*** Opening Source information ***
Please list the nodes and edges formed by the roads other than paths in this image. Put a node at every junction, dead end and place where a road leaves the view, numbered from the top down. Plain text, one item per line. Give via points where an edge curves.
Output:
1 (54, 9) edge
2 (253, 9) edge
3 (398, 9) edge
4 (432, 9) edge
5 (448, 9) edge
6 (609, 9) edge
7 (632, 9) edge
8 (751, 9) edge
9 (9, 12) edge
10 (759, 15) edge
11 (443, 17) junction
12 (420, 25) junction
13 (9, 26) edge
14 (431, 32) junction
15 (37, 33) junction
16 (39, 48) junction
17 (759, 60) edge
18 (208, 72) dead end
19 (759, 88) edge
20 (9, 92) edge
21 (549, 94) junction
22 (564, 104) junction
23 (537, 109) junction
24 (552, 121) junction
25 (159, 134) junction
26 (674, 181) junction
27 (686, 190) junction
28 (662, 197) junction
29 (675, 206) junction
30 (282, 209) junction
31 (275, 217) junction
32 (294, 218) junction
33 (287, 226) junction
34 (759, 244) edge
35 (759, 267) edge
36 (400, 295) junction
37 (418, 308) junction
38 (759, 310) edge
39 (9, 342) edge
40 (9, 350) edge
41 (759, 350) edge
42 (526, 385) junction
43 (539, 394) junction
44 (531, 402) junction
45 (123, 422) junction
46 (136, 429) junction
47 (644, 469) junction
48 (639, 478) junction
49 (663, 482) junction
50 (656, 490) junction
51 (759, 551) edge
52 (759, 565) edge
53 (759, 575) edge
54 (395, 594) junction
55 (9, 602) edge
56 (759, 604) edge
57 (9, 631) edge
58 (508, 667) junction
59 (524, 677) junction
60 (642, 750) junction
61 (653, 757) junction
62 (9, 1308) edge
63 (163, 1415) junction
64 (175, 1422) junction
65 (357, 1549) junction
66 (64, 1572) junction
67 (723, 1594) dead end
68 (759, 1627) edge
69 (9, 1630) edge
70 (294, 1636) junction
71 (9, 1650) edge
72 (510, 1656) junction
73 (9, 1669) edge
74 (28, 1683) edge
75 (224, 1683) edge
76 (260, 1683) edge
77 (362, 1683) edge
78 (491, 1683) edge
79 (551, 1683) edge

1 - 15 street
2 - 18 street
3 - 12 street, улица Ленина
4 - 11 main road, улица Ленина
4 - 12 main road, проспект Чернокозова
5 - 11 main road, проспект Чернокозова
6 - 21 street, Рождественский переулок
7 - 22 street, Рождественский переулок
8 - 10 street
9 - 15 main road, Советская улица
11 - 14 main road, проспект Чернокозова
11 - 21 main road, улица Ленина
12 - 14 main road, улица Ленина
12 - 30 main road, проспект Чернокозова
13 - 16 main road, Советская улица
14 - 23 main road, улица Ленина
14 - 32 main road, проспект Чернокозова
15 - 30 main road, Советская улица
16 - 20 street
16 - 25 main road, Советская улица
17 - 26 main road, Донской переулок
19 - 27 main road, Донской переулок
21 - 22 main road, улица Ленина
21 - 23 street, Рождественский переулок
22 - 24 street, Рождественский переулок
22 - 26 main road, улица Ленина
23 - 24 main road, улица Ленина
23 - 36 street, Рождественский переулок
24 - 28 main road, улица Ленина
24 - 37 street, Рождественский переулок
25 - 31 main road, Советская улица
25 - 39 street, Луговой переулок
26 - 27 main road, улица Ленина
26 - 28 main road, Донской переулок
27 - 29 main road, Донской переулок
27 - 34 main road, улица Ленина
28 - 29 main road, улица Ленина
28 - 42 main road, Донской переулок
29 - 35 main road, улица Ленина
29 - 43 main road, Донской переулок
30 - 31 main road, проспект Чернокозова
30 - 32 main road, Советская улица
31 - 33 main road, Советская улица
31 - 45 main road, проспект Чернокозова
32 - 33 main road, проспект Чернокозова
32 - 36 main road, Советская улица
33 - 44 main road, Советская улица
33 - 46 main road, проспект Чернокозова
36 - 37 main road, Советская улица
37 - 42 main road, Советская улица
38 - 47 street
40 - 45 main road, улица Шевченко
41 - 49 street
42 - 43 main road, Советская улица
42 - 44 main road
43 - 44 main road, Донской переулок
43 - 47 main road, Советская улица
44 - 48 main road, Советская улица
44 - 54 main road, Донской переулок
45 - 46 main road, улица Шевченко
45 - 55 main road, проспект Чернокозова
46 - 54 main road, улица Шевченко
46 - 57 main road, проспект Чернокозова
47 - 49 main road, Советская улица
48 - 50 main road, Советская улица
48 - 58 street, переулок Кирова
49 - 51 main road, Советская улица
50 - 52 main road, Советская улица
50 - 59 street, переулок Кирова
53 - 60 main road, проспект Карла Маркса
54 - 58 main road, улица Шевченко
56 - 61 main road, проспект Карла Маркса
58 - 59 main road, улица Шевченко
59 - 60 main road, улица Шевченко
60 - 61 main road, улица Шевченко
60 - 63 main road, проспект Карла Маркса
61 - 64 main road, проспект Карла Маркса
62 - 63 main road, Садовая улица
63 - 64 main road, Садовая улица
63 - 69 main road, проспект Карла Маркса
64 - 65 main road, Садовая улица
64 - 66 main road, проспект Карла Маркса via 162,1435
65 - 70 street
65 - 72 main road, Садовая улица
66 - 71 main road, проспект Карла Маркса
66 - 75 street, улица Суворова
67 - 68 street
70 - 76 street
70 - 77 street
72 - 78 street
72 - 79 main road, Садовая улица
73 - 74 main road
*** Closing Source information ***
> **Aim of the task**
Look over the records. Copy the lines that include the word "Садовая".

> **Task response**
62 - 63 main road, Садовая улица
63 - 64 main road, Садовая улица
64 - 65 main road, Садовая улица
65 - 72 main road, Садовая улица
72 - 79 main road, Садовая улица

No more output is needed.